Arve Støp miraba a la oscuridad del interior de la máscara y se preguntaba qué estaría haciendo ella. Lo había arrastrado hasta el baño por las esposas, apuntándole en las costillas con lo que según ella era un revólver, y le había ordenado que se metiese en la bañera. ¿Dónde estaba? Contuvo la respiración y oyó latir su propio corazón y un zumbido chisporroteante y eléctrico. ¿Serían los tubos fluorescentes que se estaban fundiendo? La sangre de la sien le había llegado hasta la comisura de los labios, notaba el sabor metálico y dulce en la punta de la lengua.
—¿Dónde estuviste la noche que Birte Becker desapareció? —La voz venía de la ducha.

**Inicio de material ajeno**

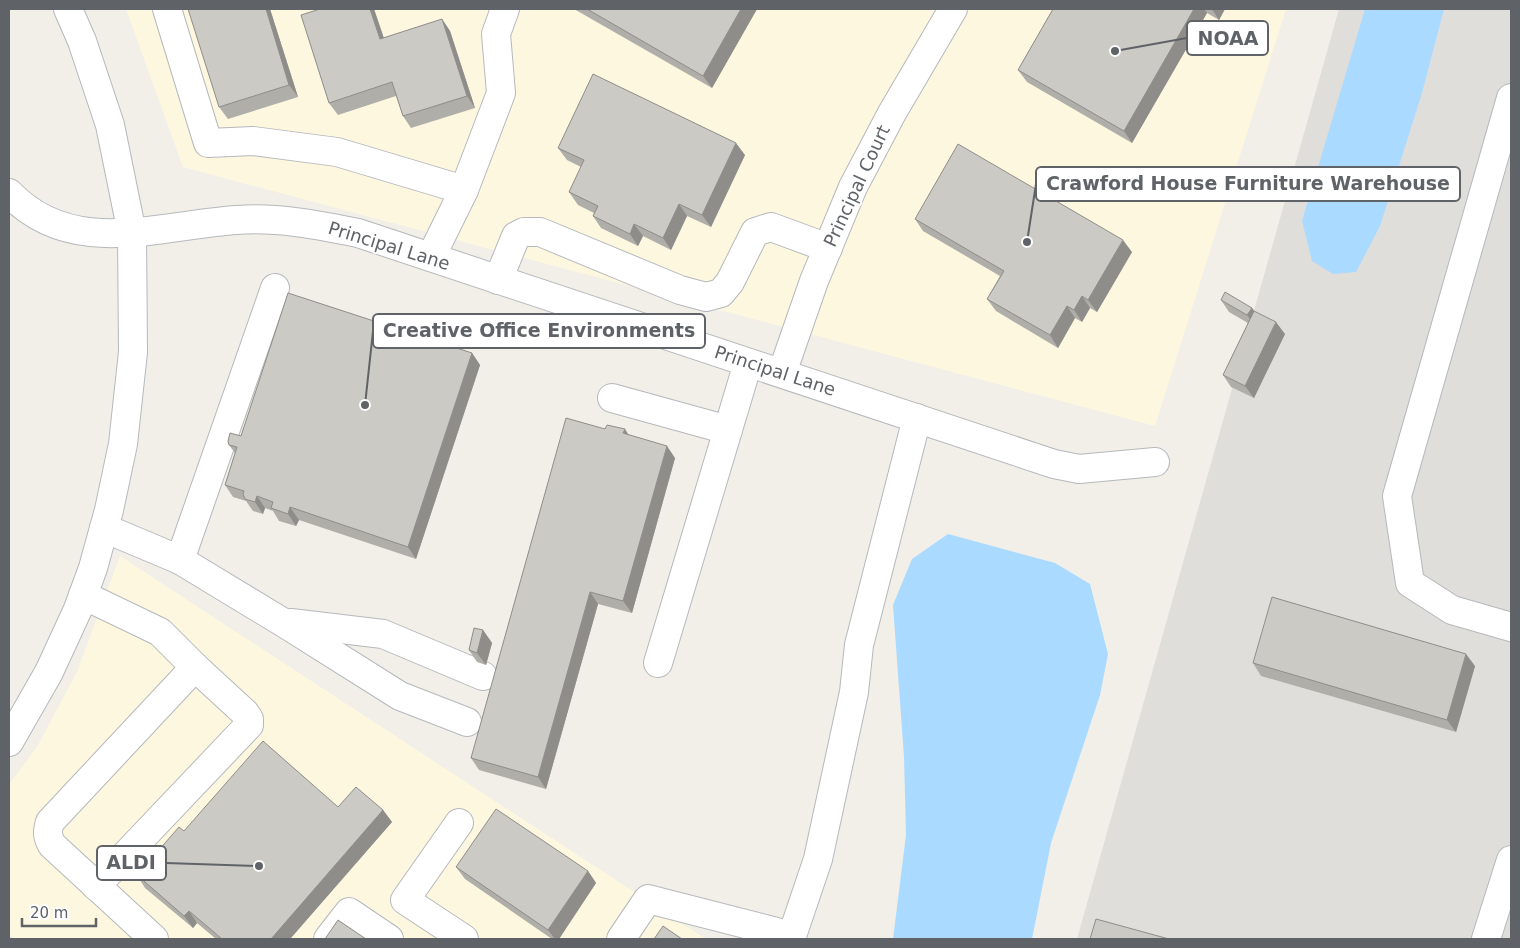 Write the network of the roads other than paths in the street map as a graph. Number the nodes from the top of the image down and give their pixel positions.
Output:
1 (68, 9) edge
2 (167, 9) edge
3 (505, 9) edge
4 (953, 9) edge
5 (1511, 98) edge
6 (464, 190) junction
7 (9, 193) edge
8 (132, 233) junction
9 (828, 248) junction
10 (431, 258) junction
11 (498, 280) junction
12 (275, 288) dead end
13 (748, 363) junction
14 (782, 373) junction
15 (612, 398) dead end
16 (917, 418) junction
17 (728, 430) junction
18 (1155, 462) dead end
19 (104, 528) junction
20 (180, 560) junction
21 (84, 595) junction
22 (284, 623) junction
23 (1511, 627) edge
24 (658, 663) dead end
25 (196, 667) junction
26 (483, 676) dead end
27 (467, 722) dead end
28 (9, 742) edge
29 (459, 823) dead end
30 (1511, 860) edge
31 (96, 886) junction
32 (154, 939) edge
33 (328, 939) edge
34 (389, 939) edge
35 (464, 939) edge
36 (621, 939) edge
37 (1486, 939) edge

1 - 8 street
2 - 6 street
3 - 6 street
4 - 9 street, Principal Court
5 - 23 street
6 - 10 street
7 - 8 street, Principal Lane
8 - 10 street, Principal Lane
8 - 19 street
9 - 11 street
9 - 14 street, Principal Court
10 - 11 street, Principal Lane
11 - 13 street, Principal Lane
12 - 20 street
13 - 14 street, Principal Lane
13 - 17 street
14 - 16 street, Principal Lane
15 - 17 street
16 - 18 street, Principal Lane
16 - 36 street
17 - 24 street
19 - 20 street
19 - 21 street
20 - 22 street
21 - 25 street
21 - 28 street
22 - 26 street
22 - 27 street
25 - 31 street
25 - 31 street
29 - 35 street
30 - 37 street
31 - 32 street
33 - 34 street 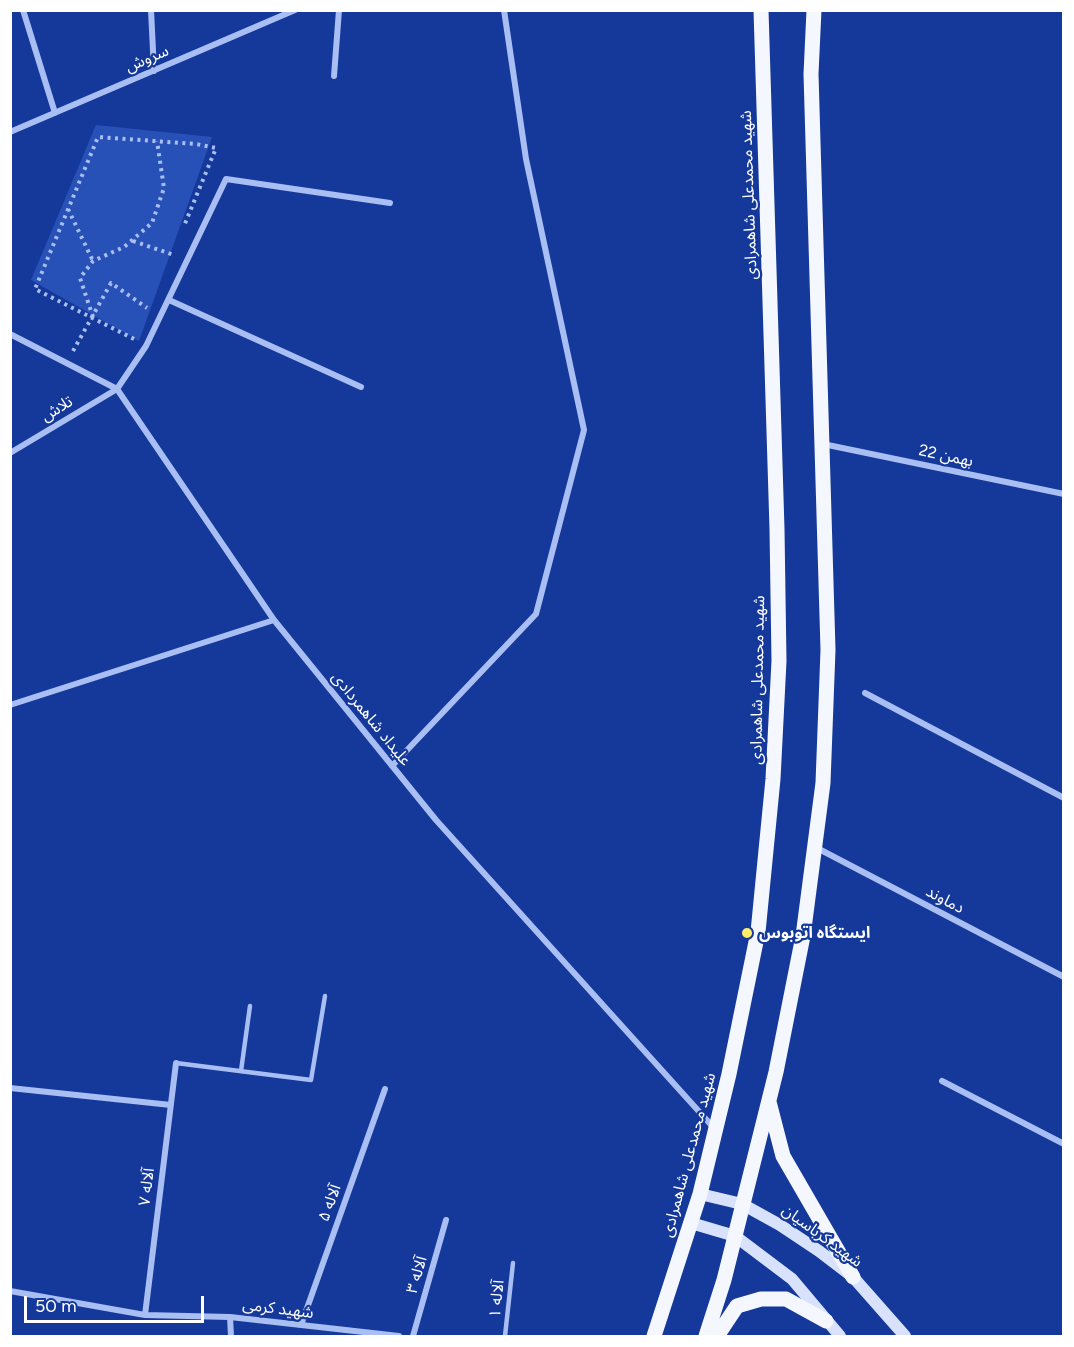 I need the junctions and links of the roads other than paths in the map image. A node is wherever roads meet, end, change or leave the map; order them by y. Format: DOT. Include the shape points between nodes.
graph roads {
  1 [pos="23,10"];
  2 [pos="151,10"];
  3 [pos="294,10"];
  4 [pos="339,10"];
  5 [pos="504,10"];
  6 [pos="761,10"];
  7 [pos="813,10"];
  8 [pos="154,71"];
  9 [pos="334,76"];
  10 [pos="56,113"];
  11 [pos="10,132"];
  12 [pos="390,203"];
  13 [pos="169,300"];
  14 [pos="10,334"];
  15 [pos="362,387"];
  16 [pos="117,389"];
  17 [pos="822,444"];
  18 [pos="10,453"];
  19 [pos="1064,494"];
  20 [pos="274,620"];
  21 [pos="865,693"];
  22 [pos="10,705"];
  23 [pos="392,766"];
  24 [pos="1064,798"];
  25 [pos="815,846"];
  26 [pos="1064,977"];
  27 [pos="325,996"];
  28 [pos="250,1006"];
  29 [pos="176,1063"];
  30 [pos="241,1071"];
  31 [pos="942,1081"];
  32 [pos="10,1088"];
  33 [pos="385,1089"];
  34 [pos="769,1101"];
  35 [pos="171,1105"];
  36 [pos="715,1129"];
  37 [pos="1064,1144"];
  38 [pos="700,1194"];
  39 [pos="742,1204"];
  40 [pos="446,1220"];
  41 [pos="691,1223"];
  42 [pos="735,1236"];
  43 [pos="513,1263"];
  44 [pos="852,1276"];
  45 [pos="10,1291"];
  46 [pos="145,1315"];
  47 [pos="230,1317"];
  48 [pos="826,1321"];
  49 [pos="301,1325"];
  50 [pos="231,1336"];
  51 [pos="399,1336"];
  52 [pos="413,1336"];
  53 [pos="505,1336"];
  54 [pos="654,1336"];
  55 [pos="706,1336"];
  56 [pos="717,1336"];
  57 [pos="840,1336"];
  58 [pos="904,1336"];
  1 -- 10 [label="street"];
  2 -- 8 [label="street"];
  3 -- 8 [label="street, سروش"];
  4 -- 9 [label="street"];
  5 -- 23 [label="street" via="526,159 584,430 536,614"];
  6 -- 36 [label="main road, شهید محمدعلی شاهمرادی" via="779,661 773,779 758,932"];
  7 -- 17 [label="main road" via="811,74"];
  8 -- 10 [label="street, سروش"];
  10 -- 11 [label="street, سروش"];
  12 -- 13 [label="street" via="226,180"];
  13 -- 15 [label="street"];
  13 -- 16 [label="street" via="146,346"];
  14 -- 16 [label="street, علیداد شاهمردادی"];
  16 -- 18 [label="street, تلاش"];
  16 -- 20 [label="street, علیداد شاهمردادی"];
  17 -- 19 [label="street, 22 بهمن"];
  17 -- 25 [label="main road" via="828,650 823,783"];
  20 -- 22 [label="street"];
  20 -- 23 [label="street, علیداد شاهمردادی"];
  21 -- 24 [label="street"];
  23 -- 36 [label="street, علیداد شاهمردادی" via="436,820"];
  25 -- 26 [label="street, دماوند"];
  25 -- 34 [label="main road" via="803,936"];
  27 -- 30 [label="lane" via="311,1080"];
  28 -- 30 [label="lane"];
  29 -- 30 [label="lane"];
  29 -- 35 [label="street, آلاله ۷"];
  31 -- 37 [label="street"];
  32 -- 35 [label="street"];
  33 -- 49 [label="street, آلاله ۵"];
  34 -- 39 [label="main road"];
  34 -- 44 [label="main road" via="783,1156"];
  35 -- 46 [label="street, آلاله ۷"];
  36 -- 38 [label="main road, شهید محمدعلی شاهمرادی"];
  38 -- 39 [label="main road, شهید کرباسیان"];
  38 -- 41 [label="main road, شهید محمدعلی شاهمرادی"];
  39 -- 42 [label="main road"];
  39 -- 44 [label="main road, شهید کرباسیان" via="780,1225"];
  40 -- 52 [label="street, آلاله ۳"];
  41 -- 42 [label="main road"];
  41 -- 54 [label="main road, شهید محمدعلی شاهمرادی"];
  42 -- 48 [label="main road" via="792,1279"];
  42 -- 55 [label="main road"];
  43 -- 53 [label="lane, آلاله ۱"];
  44 -- 58 [label="main road, شهید کرباسیان"];
  45 -- 46 [label="street, شهید کرمی"];
  46 -- 47 [label="street, شهید کرمی"];
  47 -- 49 [label="street, شهید کرمی"];
  47 -- 50 [label="street"];
  48 -- 56 [label="main road" via="786,1299 761,1299 737,1306"];
  48 -- 57 [label="main road"];
  49 -- 51 [label="street, شهید کرمی"];
}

—Aquí, en el piso —contestó Støp mientras intentaba pensar. Había dicho que trabajaba en la policía, y en ese momento recordó dónde la había visto antes, en la pista de curling.
—¿Solo?
—Sí.
—¿Y la noche que asesinaron a Sylvia Ottersen?
—Lo mismo.
—¿Solo toda la noche sin hablar con nadie?
—Sí.
—¿Así que no tienes ninguna coartada?
—Te digo que estuve aquí.
—Bien.
«¡¿Bien?!», pensó Arve Støp. ¿Por qué estaba bien no tener coartada? ¿Qué quería? ¿Forzarlo a confesar? ¿Y por qué parecía que el zumbido eléctrico sonara más fuerte y más cerca?
—Túmbate —dijo ella.
Hizo lo que le ordenaba y sintió el escozor del esmalte helado de la bañera en la piel de la espalda y los muslos. Se le había condensado el aliento dentro de la máscara, que se había mojado, y le dificultaba aún más la respiración. Allí estaba la voz otra vez, ahora muy cerca:
—¿Cómo quieres morir?
—¿Morir? —Estaba loca. Loca de remate. ¿O no lo estaba? Se dijo a sí mismo que debía mantener la cabeza fría, que ella solo intentaba asustarlo. ¿Estaría Harry Hole detrás de esto, habría subestimado a aquel policía alcohólico? Pero ahora estaba tiritando, le temblaba tanto todo el cuerpo que podía oír el reloj Tag Heuer tintinear contra el esmalte, como si el cuerpo hubiese entendido lo que el cerebro se resistía a aceptar. Frotó el cogote con el fondo de la bañera. Intentó enderezar la máscara de cerdo para poder ver a través de los pequeños agujeros. Iba a morir.
Por eso lo había colocado en la bañera. Para que no hubiese tanta suciedad, para poder eliminar todos los rastros rápidamente. «¡Tonterías! Eres Arve Støp y ella es de la policía. No saben nada».
—Bueno —dijo ella—. Levanta la cabeza.
La máscara. Por fin. Hizo lo que le mandaba, notó cómo le tocaba la frente y el cogote, pero sin soltar la máscara. Y las manos desaparecieron. Algo delgado y duro le apretaba el cuello. ¿Qué coño? ¡Un lazo!
—No… —empezó a decir, pero se le cortó la voz cuando el lazo le presionó la tráquea. Las esposas tintineaban y arañaban el fondo de la bañera.
—Las mataste a todas —dijo ella, y tensó el lazo un poco más—. Eres el Muñeco de Nieve, Arve Støp.
Ya estaba. Lo había dicho en voz alta. La falta de riego en el cerebro le hacía sentirse mareado. Negó enérgicamente con la cabeza.
—Sí —dijo ella, y le pareció que le iba a cortar la cabeza cuando dio un tirón—. Acabas de recibir el título.
La oscuridad no tardó en llegar. Levantó el pie y lo dejó caer, dio un golpe con el talón en la bañera. Se produjo un estruendo hueco.
—¿Has notado esa sensación efervescente, Støp? Es el cerebro, que no recibe oxígeno suficiente. Bastante agradable, ¿verdad? El que fue mi marido solía hacerse una paja mientras yo fingía estrangularlo.
Intentó gritar, intentó que el poco aire que le quedaba en el cuerpo se abriese camino quebrantando la fuerte resistencia del lazo, pero era imposible. Dios mío, ¿ni siquiera quería que confesara? Y lo notó. Un ligero zumbido en el cerebro, como burbujas chispeantes de champán. ¿Así iba a ser, tan sencillo? Él no quería que fuese sencillo.
—Te voy a colgar en el salón —le dijo la voz al oído mientras una mano le acariciaba la cabeza—. Con la cara mirando al fiordo. Para que tengas vistas.
Oyó un pitido débil, como la alarma de los monitores cardíacos de las películas, pensó. Cuando los picos se aplanan del todo y el corazón ha dejado de latir.